– PEDRO
LUSO DE CARVALHO
Nenhum escritor brasileiro contribuiu mais
para a nossa literatura que Machado de Assis. Ele escreveu romances, contos,
crônicas, poemas. Passados tantos anos de sua morte, o seu texto enxuto,
direto, ainda é atual. Prova disso é a crônica intitulada 10 de novembro, escrita no ano de 1884, na qual o mestre desenvolve
um tema relacionado com a política, mais precisamente de candidato a deputado
que pede o voto a um conhecido.
A crônica de Machado desenvolve-se até
culminar com um questionário que ao conhecido candidato. Vê-se aí um escritor
de espírito elevado e moderno até mesmo para os dias atuais. Vale a pena fazer
a leitura dessa crônica (10 de novembro),
escrita no ano de 1884, que integra o livro Crônicas
de Lélio, de Machado de Assis, que teve a organização, prefácio e notas de
R. Magalhães Júnior, e foi editado pela Civilização Brasileira, Rio de Janeiro,
1958, p. 163-165). Segue, pois, a crônica:
10 DE
NOVEMBRO
–
MACHADO DE ASSIS
Venho pedir o seu voto na próxima eleição
para deputado.
– Mas, com o senhor, fazem setenta e nove
candidatos, que...
– Perdão: oitenta. Que tem isto? A reforma
eleitoral deu a cada eleitor toda a independência, e até fez com que
adiantássemos um passo. Em rigor, e pelo antigo sistema, há dois modos de fazer
eleição – ou por designação de um chefe ou por acordo dos eleitores em reuniões
públicas. Não contesto que o primeiro modo dá a unidade e o segundo a liberdade
do voto. Nós, porém, inventamos um terceiro meio mais próprio de família, mais
adequado aos sentimentos bons e sossegados: – a candidatura de paróquia, de
distrito, de rua, de meia rua, de casa e de meia casa... Quem é que não tem um
ou dois companheiros de escritório ou de passeio?
– Bem; pede-me o voto.
– Sim, senhor.
– Responda-me primeiro. Que é que fazia até
agora?
– Eu...?
– Sim, trabalhou com a palavra ou com a
pena, esclareceu os seus candidatos sobre as questões que lhe interessam,
opôs-se aos desmandos, louvou os acertos...
– Perdão, eu...
– Diga.
– Eu não fiz nada disso. Não tenho que
louvar nada, não sou louva-deus. Opor-me! é boa ! Opor-me a quê ? Nunca fiz
oposição.
–
mas esclareceu...
– Nunca, senhor! Os lacaios é que
esclarecem os patrões ou as visitas: não sou lacaio. Esclarecer! Olhe bem para
mim.
–Mas, então, o que é que o senhor quer?
– Eu quero ser deputado.
– Para quê?
– Para ir à câmara falar contra o
ministério.
– Ah! é contra o Dantas?
– Nem contra nem pró. Quem é o Dantas? eu
sou contra o ministério... Digo-lhe mesmo que a minha ideia é ser ministro. Não
imagina as cócegas com que fico em vendo um dos outros de ordenanças atrás...
Só Deus sabe como fico!
– Mas já calculou, já pesou bem as
dificuldades a que...
– O meu compadre Z... diz que não gasta
muito.
– Não me refiro a isso; falo do diploma, o
uso do diploma. Já pesou...
– Se já pesei? Eu não sou balança.
– Bem, já calculou...
– Calculista? Veja lá como fala. Não sou
calculista, não quero tirar vantagens disto; graças a Deus para ir matando a
fome ainda tenho, e possuo braços. Calculista!

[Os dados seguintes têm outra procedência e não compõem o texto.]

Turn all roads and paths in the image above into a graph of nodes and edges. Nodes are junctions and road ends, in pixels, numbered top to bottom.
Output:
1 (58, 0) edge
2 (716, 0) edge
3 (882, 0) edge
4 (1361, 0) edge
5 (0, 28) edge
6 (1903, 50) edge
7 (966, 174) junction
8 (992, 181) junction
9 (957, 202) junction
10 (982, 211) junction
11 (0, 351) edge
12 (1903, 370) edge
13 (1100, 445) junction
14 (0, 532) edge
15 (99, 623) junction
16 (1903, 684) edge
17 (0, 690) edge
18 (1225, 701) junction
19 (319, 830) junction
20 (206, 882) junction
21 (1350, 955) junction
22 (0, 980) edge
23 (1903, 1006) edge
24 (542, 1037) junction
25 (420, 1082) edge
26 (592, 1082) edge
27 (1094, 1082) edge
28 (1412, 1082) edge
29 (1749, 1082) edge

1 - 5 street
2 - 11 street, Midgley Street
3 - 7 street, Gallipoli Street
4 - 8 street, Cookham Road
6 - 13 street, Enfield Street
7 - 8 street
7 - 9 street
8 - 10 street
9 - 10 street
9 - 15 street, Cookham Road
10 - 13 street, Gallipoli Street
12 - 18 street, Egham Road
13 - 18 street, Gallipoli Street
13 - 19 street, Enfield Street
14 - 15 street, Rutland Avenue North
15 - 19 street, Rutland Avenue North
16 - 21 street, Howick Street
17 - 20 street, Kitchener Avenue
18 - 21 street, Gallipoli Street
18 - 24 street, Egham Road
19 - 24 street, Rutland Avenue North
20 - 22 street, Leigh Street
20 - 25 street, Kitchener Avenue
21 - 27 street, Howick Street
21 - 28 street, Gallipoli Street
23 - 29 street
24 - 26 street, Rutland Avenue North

– Homem, custa-me dizer o que quero. O que
eu lhe pergunto é se, ao apresentar-se candidato, refletiu no que o diploma
obriga ao eleito.
– Obriga a falar.
– Só falar?
– Falar e votar.
– Nada mais?
– Obriga também a passear, e depois se
torna a falar e votar. Para isto é que eu vinha pedir-lhe o voto, e espero que
não me falte.
– Estou pronto, se o senhor me tirar de uma
dificuldade.
– Diga, diga.
– O X. pediu-me ontem a mesma coisa, depois
de ouvir as mesmas perguntas que lhe fiz, às quais respondeu do mesmo modo. São
do mesmo partido, suponho!
– Nunca: o X. é um peralta.
– Diabo! ele diz a mesma coisa do senhor.